Given the legal profession’s love for language – and its often confusing use of words for similar principles – it’s no surprise that some may be confused between ‘deeds’ and ‘agreements’.  

Aren’t these just fancy words for contracts? Do they have the same effect? Or are they in a different ballpark all together? 

This article will explain the difference between deeds and agreements, and help you decide which is best for your situation. 

What Is An Agreement?

In general, it can be considered that all contracts are agreements. However, whether an agreement is binding (that is, enforceable by law) depends on the circumstances of the agreement.

A written agreement usually refers to an exchange between multiple parties, where one party will provide goods/services to another party in return for ‘consideration’. This ‘consideration’ is commonly monetary compensation, it can also be anything of value.

Elements Of An Agreement

For an agreement to be legally enforceable, there must be

  • An offer and acceptance of the offer;
  • An intention by the parties to be legally bound by the agreement; and
  • Consideration, which is some form of exchange of value from one party to the other. Consideration is a very broad term that can mean much more than just money (though this is the most common form of consideration). 

Agreements can be expressed in written form or can be agreed upon orally. They are enforceable regardless of which form is used. 

For example, a typical agreement may state: I offer to mow your garden, and you accept and agree to pay me $30. 

 In this scenario, there is a clear offer and acceptance from the parties, as well as a clear intention to create legal relations. Lastly, there has been consideration provided in the form of the $30 monetary payment.  

What Is A Deed?

A deed is a form of promise or commitment to do something. 

A deed emphasises the fact that a party is honestly indicating their intention to follow through with what they have promised.   

A deed is commonly used to show a party’s intention to:

  • Transfer an interest in property
  • Create an obligation that a party must act on

How Is A Deed Executed?

In NSW, for a deed to be enforceable, it must be in writing. 

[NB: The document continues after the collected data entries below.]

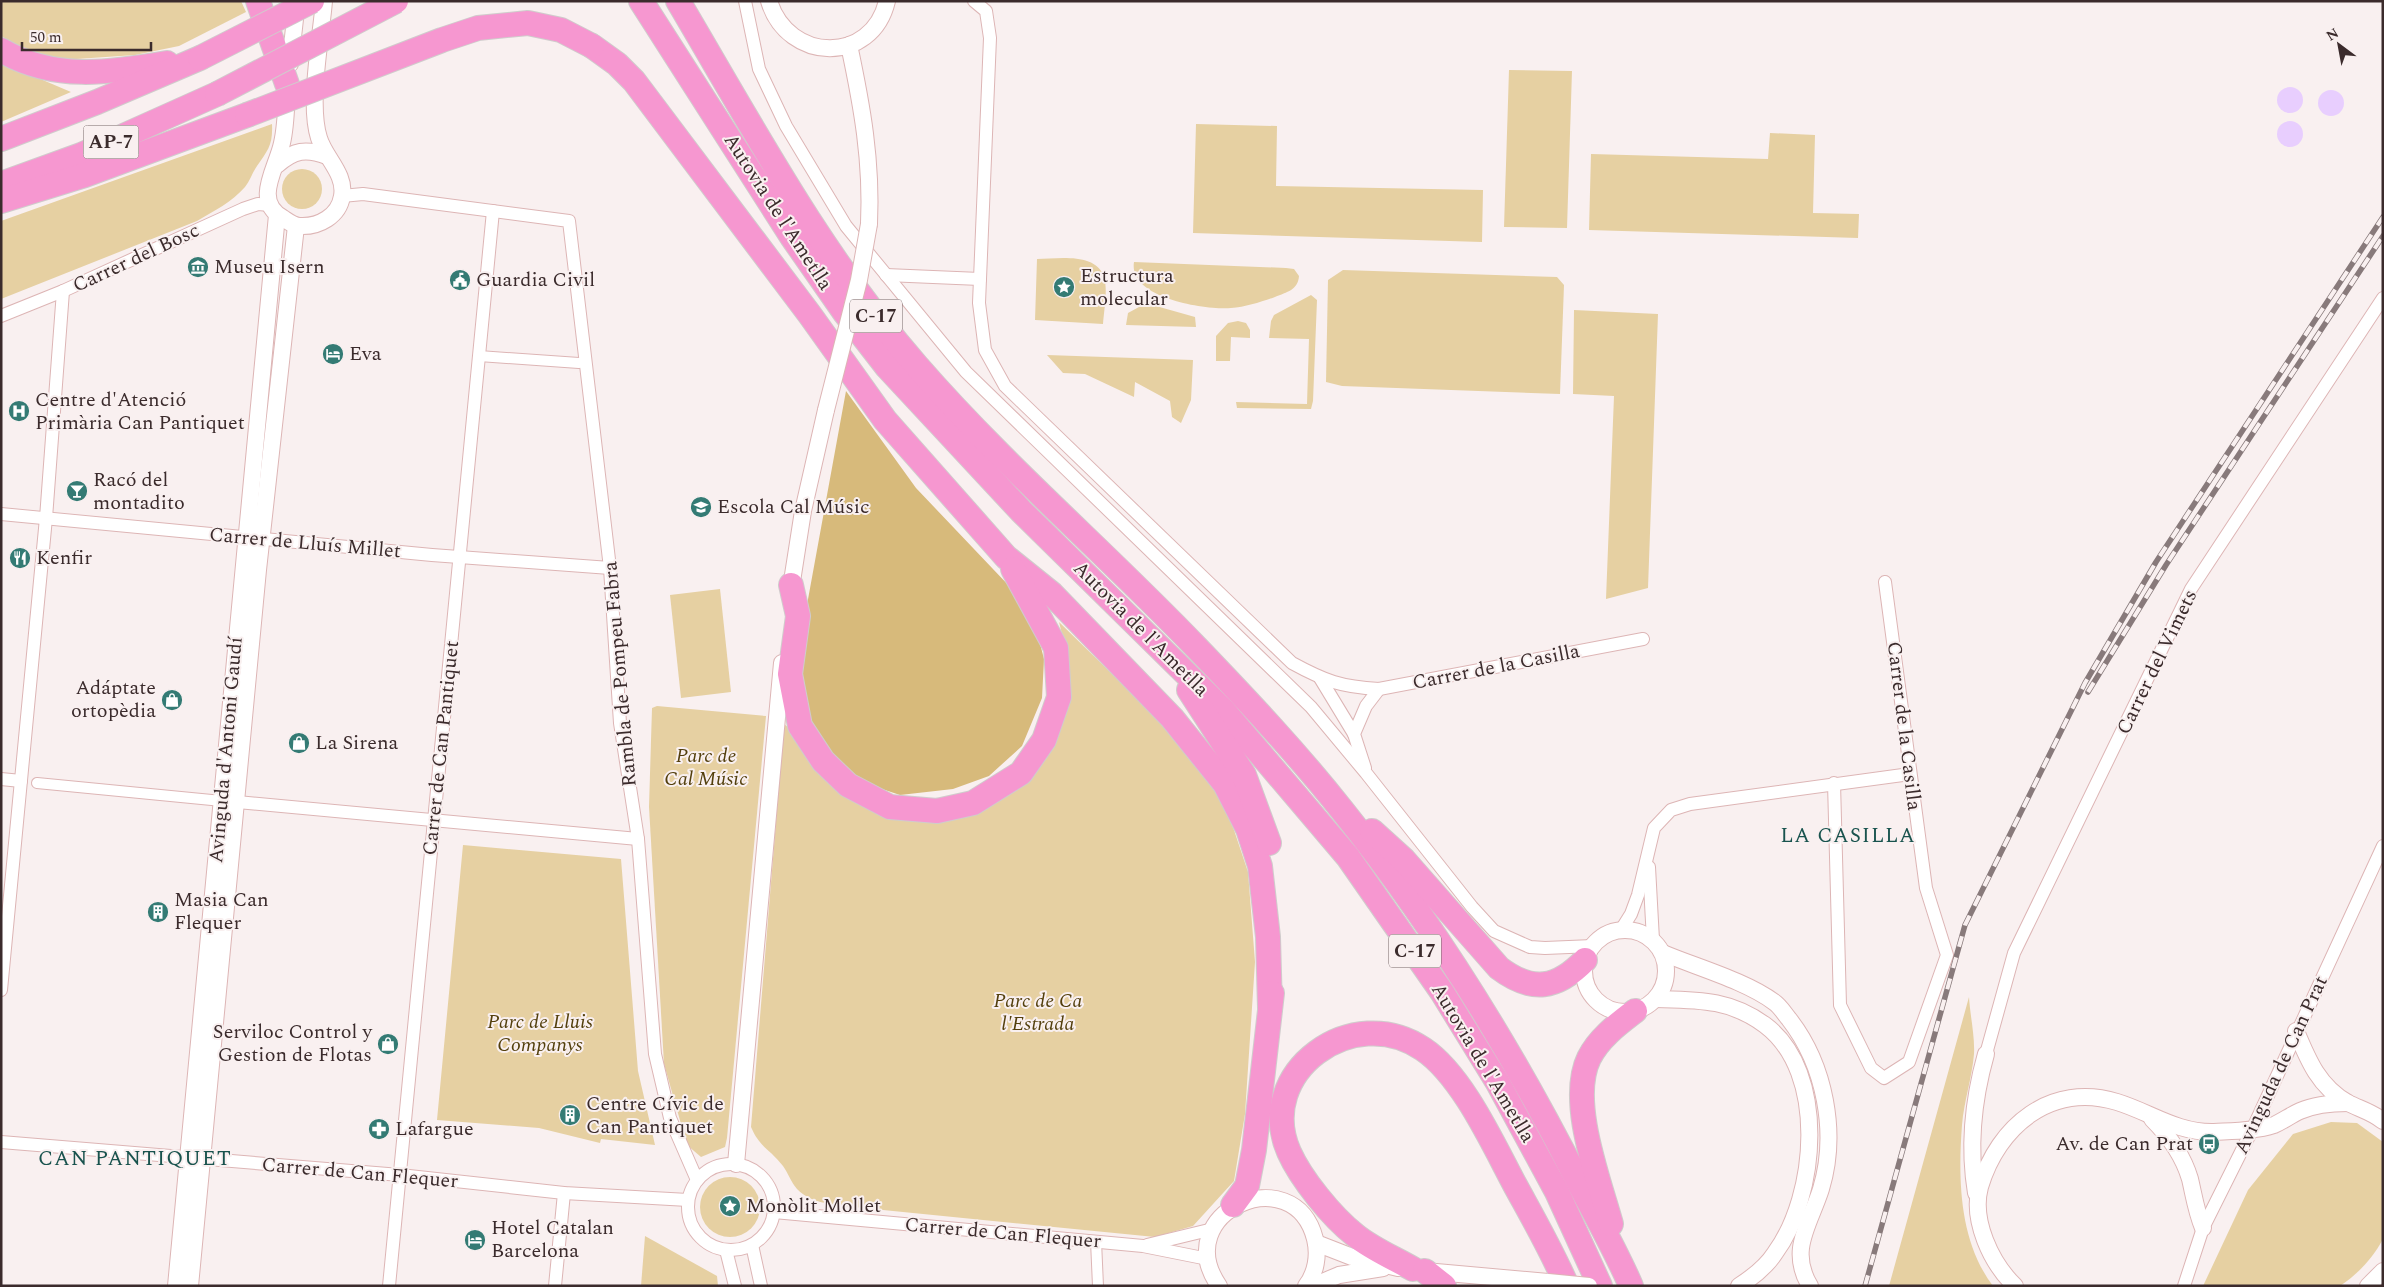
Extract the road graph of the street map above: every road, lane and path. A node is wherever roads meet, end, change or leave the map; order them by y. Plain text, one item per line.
1 (258, 1) edge
2 (297, 1) edge
3 (312, 1) edge
4 (324, 1) edge
5 (396, 1) edge
6 (642, 1) edge
7 (678, 1) edge
8 (745, 1) edge
9 (769, 1) edge
10 (887, 1) edge
11 (974, 1) edge
12 (849, 45) junction
13 (1, 50) edge
14 (200, 58) junction
15 (287, 84) junction
16 (1, 139) edge
17 (327, 156) junction
18 (277, 165) junction
19 (1, 184) edge
20 (342, 196) junction
21 (1, 201) edge
22 (274, 210) junction
23 (493, 211) junction
24 (296, 226) junction
25 (886, 275) junction
26 (980, 279) junction
27 (64, 291) junction
28 (2383, 298) edge
29 (1, 316) edge
30 (479, 356) junction
31 (579, 363) dead end
32 (1, 514) edge
33 (46, 518) junction
34 (246, 537) junction
35 (263, 539) junction
36 (460, 557) junction
37 (1006, 557) junction
38 (610, 568) junction
39 (1885, 582) dead end
40 (791, 585) junction
41 (1643, 639) dead end
42 (1170, 658) junction
43 (1320, 678) junction
44 (1379, 689) junction
45 (1354, 734) junction
46 (1366, 773) junction
47 (1910, 774) junction
48 (1, 779) edge
49 (21, 781) junction
50 (37, 783) dead end
51 (1834, 783) junction
52 (229, 801) junction
53 (1340, 807) junction
54 (434, 820) junction
55 (638, 839) junction
56 (2383, 846) edge
57 (1648, 852) junction
58 (1621, 930) junction
59 (1653, 940) junction
60 (1589, 953) junction
61 (1663, 953) junction
62 (1, 990) edge
63 (1656, 999) junction
64 (1270, 1008) junction
65 (1635, 1011) junction
66 (2296, 1031) junction
67 (1986, 1054) joint
68 (2348, 1103) junction
69 (2149, 1116) junction
70 (2383, 1121) edge
71 (2253, 1128) junction
72 (1, 1142) edge
73 (194, 1158) junction
74 (736, 1164) junction
75 (400, 1175) junction
76 (697, 1180) junction
77 (564, 1193) junction
78 (1977, 1198) junction
79 (688, 1200) junction
80 (1233, 1206) junction
81 (774, 1212) junction
82 (1213, 1228) junction
83 (2203, 1228) junction
84 (1096, 1241) junction
85 (1316, 1243) junction
86 (752, 1245) junction
87 (1142, 1246) junction
88 (726, 1250) junction
89 (1208, 1259) junction
90 (1410, 1269) junction
91 (2383, 1271) edge
92 (1628, 1280) edge
93 (1558, 1284) edge
94 (176, 1286) edge
95 (190, 1286) edge
96 (389, 1286) edge
97 (555, 1286) edge
98 (735, 1286) edge
99 (761, 1286) edge
100 (1098, 1286) edge
101 (1219, 1286) edge
102 (1306, 1286) edge
103 (1313, 1286) edge
104 (1444, 1286) edge
105 (1590, 1286) edge
106 (1600, 1286) edge
107 (1738, 1286) edge
108 (1810, 1286) edge
109 (2015, 1286) edge
110 (2184, 1286) edge
111 (2368, 1286) edge

1 - 15 highway
2 - 15 street
3 - 14 highway, AP-7, bridge
4 - 17 street
5 - 19 highway, AP-7, bridge
6 - 42 highway, Autovia de l'Ametlla / C-17
7 - 53 highway, Autovia de l'Ametlla / C-17
8 - 25 street
9 - 12 street
10 - 12 street
11 - 26 street, Carrer de la Casilla
12 - 40 street, bridge
13 - 14 highway
14 - 16 highway, AP-7
15 - 18 street
17 - 18 street
17 - 20 street
18 - 22 street
20 - 23 street
20 - 24 street
21 - 37 highway, bridge
22 - 24 street
22 - 27 street, Carrer del Bosc
22 - 34 street, Avinguda d'Antoni Gaudí
23 - 30 street, Carrer de Can Pantiquet
23 - 38 street, Rambla de Pompeu Fabra
24 - 35 street, Avinguda d'Antoni Gaudí
25 - 26 street
25 - 46 street
26 - 43 street, Carrer de la Casilla
27 - 29 street, Carrer del Bosc
27 - 33 street
28 - 67 street, Carrer del Vimets
30 - 31 street
30 - 36 street, Carrer de Can Pantiquet
32 - 33 street, Carrer de Lluís Millet
33 - 34 street, Carrer de Lluís Millet
33 - 49 street
34 - 35 street, Carrer de Lluís Millet
34 - 52 street, Avinguda d'Antoni Gaudí
35 - 36 street, Carrer de Lluís Millet
35 - 52 street, Avinguda d'Antoni Gaudí
36 - 38 street, Carrer de Lluís Millet
36 - 54 street, Carrer de Can Pantiquet
37 - 40 highway
37 - 64 highway
38 - 55 street, Rambla de Pompeu Fabra
39 - 47 street, Carrer de la Casilla
40 - 74 street
41 - 44 street, Carrer de la Casilla
42 - 64 highway
42 - 106 highway, Autovia de l'Ametlla / C-17
43 - 44 street, Carrer de la Casilla
43 - 45 street
44 - 45 street
45 - 46 street
46 - 60 street
47 - 51 street
47 - 51 street, Carrer de la Casilla
48 - 49 street
49 - 62 street
50 - 52 street
51 - 57 street
52 - 54 street
52 - 73 street, Avinguda d'Antoni Gaudí
53 - 60 highway
53 - 92 highway, Autovia de l'Ametlla / C-17
54 - 55 street
54 - 75 street, Carrer de Can Pantiquet
55 - 76 street, Rambla de Pompeu Fabra
56 - 66 street, Avinguda de Can Prat
57 - 58 street
57 - 59 street
58 - 59 street
58 - 60 street
59 - 61 street
60 - 65 street
61 - 63 street
61 - 108 street
63 - 65 street
63 - 107 street
64 - 80 highway
65 - 92 highway
66 - 68 street
66 - 71 street, Avinguda de Can Prat
67 - 78 street
68 - 70 street
68 - 71 street
69 - 71 street
69 - 78 street
69 - 83 street
71 - 83 street, Avinguda de Can Prat
72 - 73 street, Carrer de Can Flequer
73 - 75 street, Carrer de Can Flequer
73 - 94 street, Avinguda d'Antoni Gaudí
73 - 95 street, Avinguda d'Antoni Gaudí
74 - 76 street
74 - 81 street
75 - 77 street, Carrer de Can Flequer
75 - 96 street, Carrer de Can Pantiquet
76 - 79 street
77 - 79 street, Carrer de Can Flequer
77 - 97 street
78 - 109 street
79 - 88 street
80 - 82 street
80 - 85 street
81 - 84 street, Carrer de Can Flequer
81 - 86 street
82 - 87 street, Carrer de Can Flequer
82 - 89 street
83 - 110 street, Avinguda de Can Prat
84 - 87 street, Carrer de Can Flequer
84 - 100 street
85 - 90 street
85 - 102 street
86 - 88 street
86 - 99 street
87 - 89 street, Carrer de Can Flequer
88 - 98 street
89 - 101 street
90 - 93 street
90 - 93 highway
90 - 103 street
90 - 104 highway
91 - 111 street
93 - 105 street, bridge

The deed must also be signed, sealed and delivered to the counterparty for it to be binding.

You will also need a witness who is not a party to the deed. 

So, What Are The Key Differences Between Deeds and Agreements?

The main thing that differentiates a deed from a binding agreement is that, in order for a deed to be binding, consideration is not necessary.

Furthermore, while an agreement is enforceable whether it is made orally or in writing, a deed must be executed in writing

But how do courts determine whether something is an agreement or a deed? 

This is often decided by considering parties’ true intentions. If the person executing a deed is intending that the document will be immediately binding on themselves, it’s more likely to be seen as a deed rather than an agreement.

Another key difference between deeds and agreements is limitation periods. A limitation period is the amount of time after a certain event has occurred that a party can initiate legal proceedings.

For a breach of contract, the limitation period is usually 6 years after the breach. When it comes to deeds, given their unique nature, it is common to find a limitation period of 12 years. 

What To Take Away…

To avoid confusion as to whether a document is an agreement or a deed, words that explicitly show the intention of the document should be used. For instance, you may specify that the document is “to be executed as a deed”. The wording and format of the document is vital to show your intentions and avoid future headaches. 

Deciding whether you wish to execute a deed or an agreement will depend on the circumstances of each individual case. 

As a deed is binding once it has been ‘signed, sealed and delivered’, it may be commonly used when parties are unsure about whether there has been sufficient consideration provided. This will ensure that the obligations under the proposed agreement are legally binding. 

What’s more, some states require that certain transactions must be executed by a deed in order to be valid. 

If you are unsure about what form of instrument or agreement to use, it is important that you seek legal advice.